Bu metodla tasnif edilmiş bir kaç hadis kitabı bulunmaktadır. Bunların en meşhuru, Abdulazim b. Abdulkavi el-Münzirî (öl. 656) et-Terğîb ve’t-Terhîb’idir. Bu kitap Muhammed b. Ebi Bekr es-Safedî (öl. 862) tarafından et-Takrîb ilâ Kitabi’t-Terğîb ve’t-Terhîb adıyla, Muhammed Hayat b. İbrahim es-Sindî (öl. 1163) tarafından da Şerhu’t-Terğîb ve’t-Terhîb adıyla şerh edildi. (M. Uğur, Hadis İlimleri Edebiyatı s.315).

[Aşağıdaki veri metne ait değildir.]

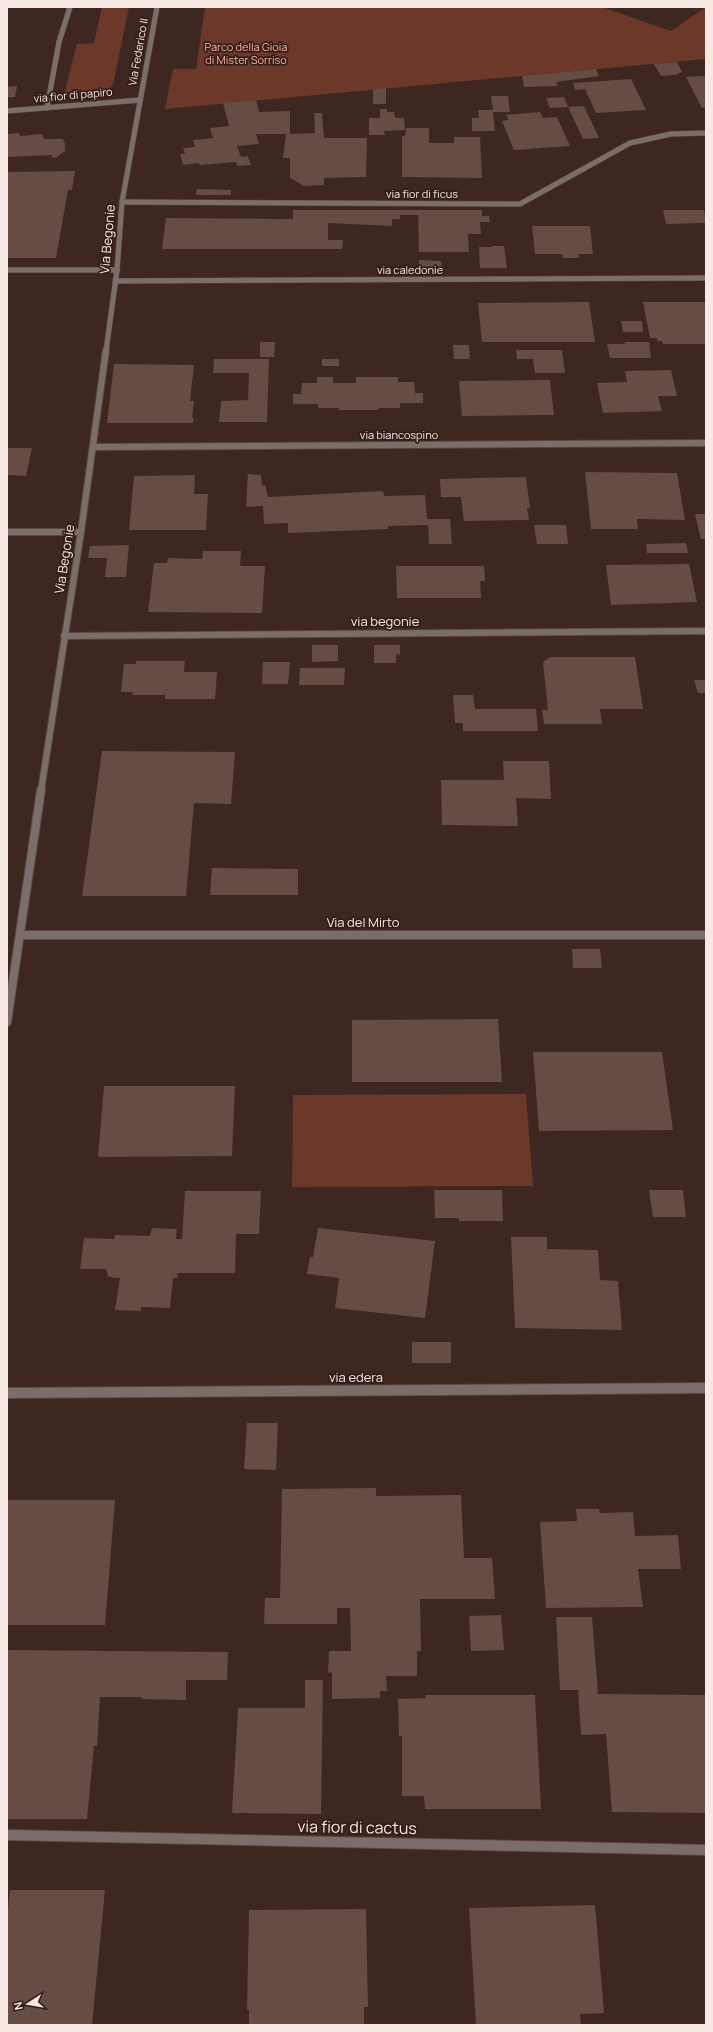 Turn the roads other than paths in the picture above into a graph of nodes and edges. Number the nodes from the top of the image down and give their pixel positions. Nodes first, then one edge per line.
1 (70, 7) edge
2 (157, 7) edge
3 (140, 100) junction
4 (47, 108) junction
5 (7, 111) edge
6 (706, 133) edge
7 (122, 202) junction
8 (7, 270) edge
9 (117, 270) junction
10 (706, 278) edge
11 (115, 281) junction
12 (706, 443) edge
13 (93, 447) junction
14 (7, 532) edge
15 (81, 532) junction
16 (706, 631) edge
17 (64, 636) junction
18 (20, 935) junction
19 (706, 935) edge
20 (7, 1022) edge
21 (706, 1388) edge
22 (7, 1393) edge
23 (7, 1835) edge
24 (706, 1850) edge

1 - 4 street
2 - 3 street, Via Federico II
3 - 4 street, via fior di papiro
3 - 7 street, Via Begonie
4 - 5 street, via fior di papiro
6 - 7 street, via fior di ficus
7 - 9 street, Via Begonie
8 - 9 street
9 - 11 street, Via Begonie
10 - 11 street, via caledonie
11 - 13 street, Via Begonie
12 - 13 street, via biancospino
13 - 15 street, Via Begonie
14 - 15 street
15 - 17 street, Via Begonie
16 - 17 street, via begonie
17 - 18 street, Via Begonie
18 - 19 street, Via del Mirto
18 - 20 street, Via Begonie
21 - 22 street, via edera
23 - 24 street, via fior di cactus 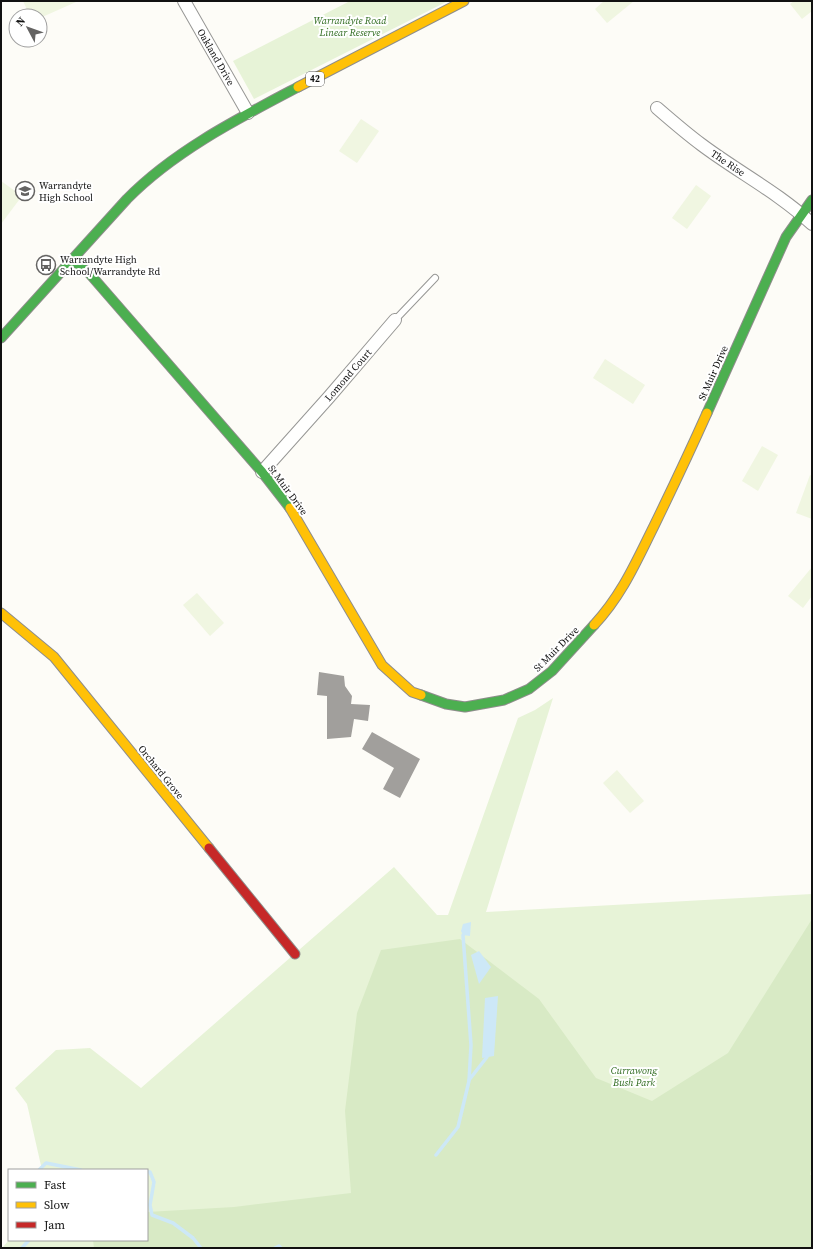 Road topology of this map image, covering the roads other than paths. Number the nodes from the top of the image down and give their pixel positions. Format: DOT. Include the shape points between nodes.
graph roads {
  1 [pos="184,1"];
  2 [pos="464,1"];
  3 [pos="657,108"];
  4 [pos="248,113"];
  5 [pos="812,200"];
  6 [pos="801,214"];
  7 [pos="812,224"];
  8 [pos="72,260"];
  9 [pos="435,278"];
  10 [pos="395,320"];
  11 [pos="1,338"];
  12 [pos="262,472"];
  13 [pos="1,613"];
  14 [pos="295,954"];
  1 -- 4 [label="street, Oakland Drive"];
  2 -- 4 [label="street, 42"];
  3 -- 6 [label="street, The Rise" via="702,145"];
  4 -- 8 [label="street, 42" via="160,170 134,192"];
  5 -- 6 [label="street, St Muir Drive"];
  6 -- 7 [label="street, The Rise"];
  6 -- 12 [label="street, St Muir Drive" via="786,237 683,466 627,581 606,612 577,645 552,671 528,689 504,700 465,707 446,704 412,692 382,664 289,507"];
  8 -- 11 [label="street, 42"];
  8 -- 12 [label="street, St Muir Drive" via="89,273"];
  9 -- 10 [label="lane, Lomond Court"];
  10 -- 12 [label="street, Lomond Court"];
  13 -- 14 [label="street, Orchard Grove" via="54,657"];
} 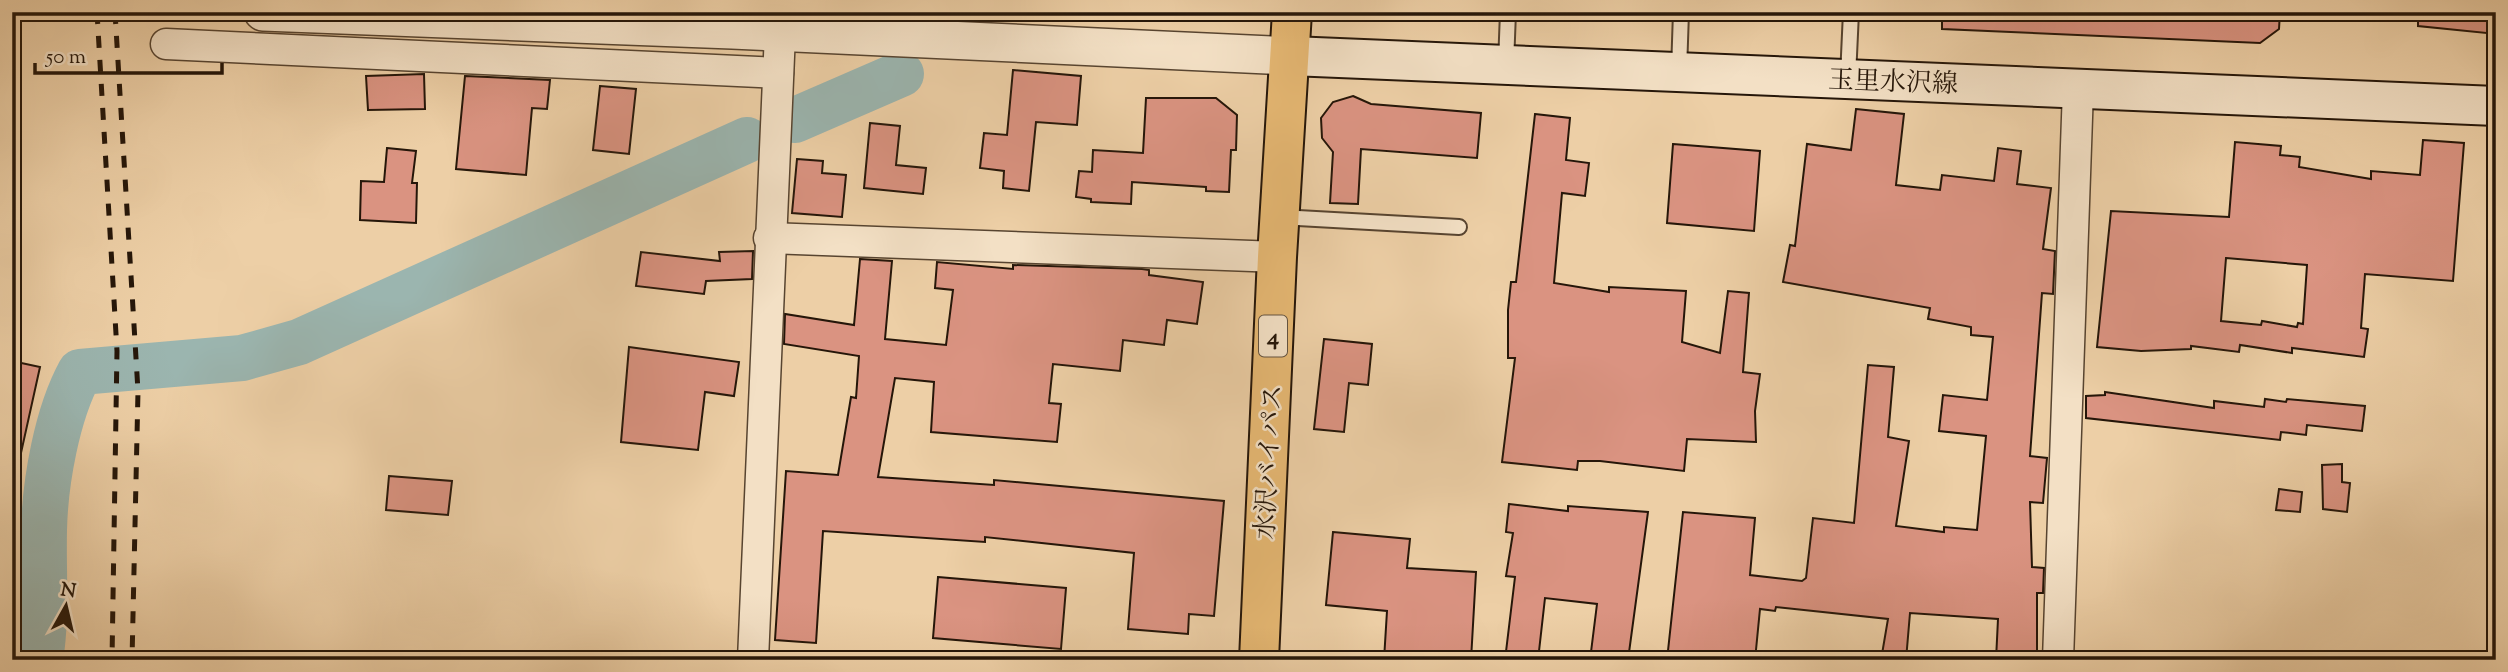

Hadis uzmanlarına göre Münzirî’nin bu eseri, hadisleri derleme açısından derli toplu, hem de sağlamlıkları hakkında doyurucu bilgi veren, müslümanları iyi şeylere teşvik eden, kötü işlerden sakındıran hadisleri bir araya toplayan faydalı bir kitaptır. (İ. L. Çakan, Hadis Edebiyatı s.110-113). Bu eser A. M. Büyükçınar ve D. Pusmaz tarafında Türkçeye çevrildi.
İbni Hacer’il-Askalânî bu kitabı Tehzibu’t-Terğîb ve’t-Terhîb adıyla kısalttı. Bunun da Türkçe tercümesi mevcuttur.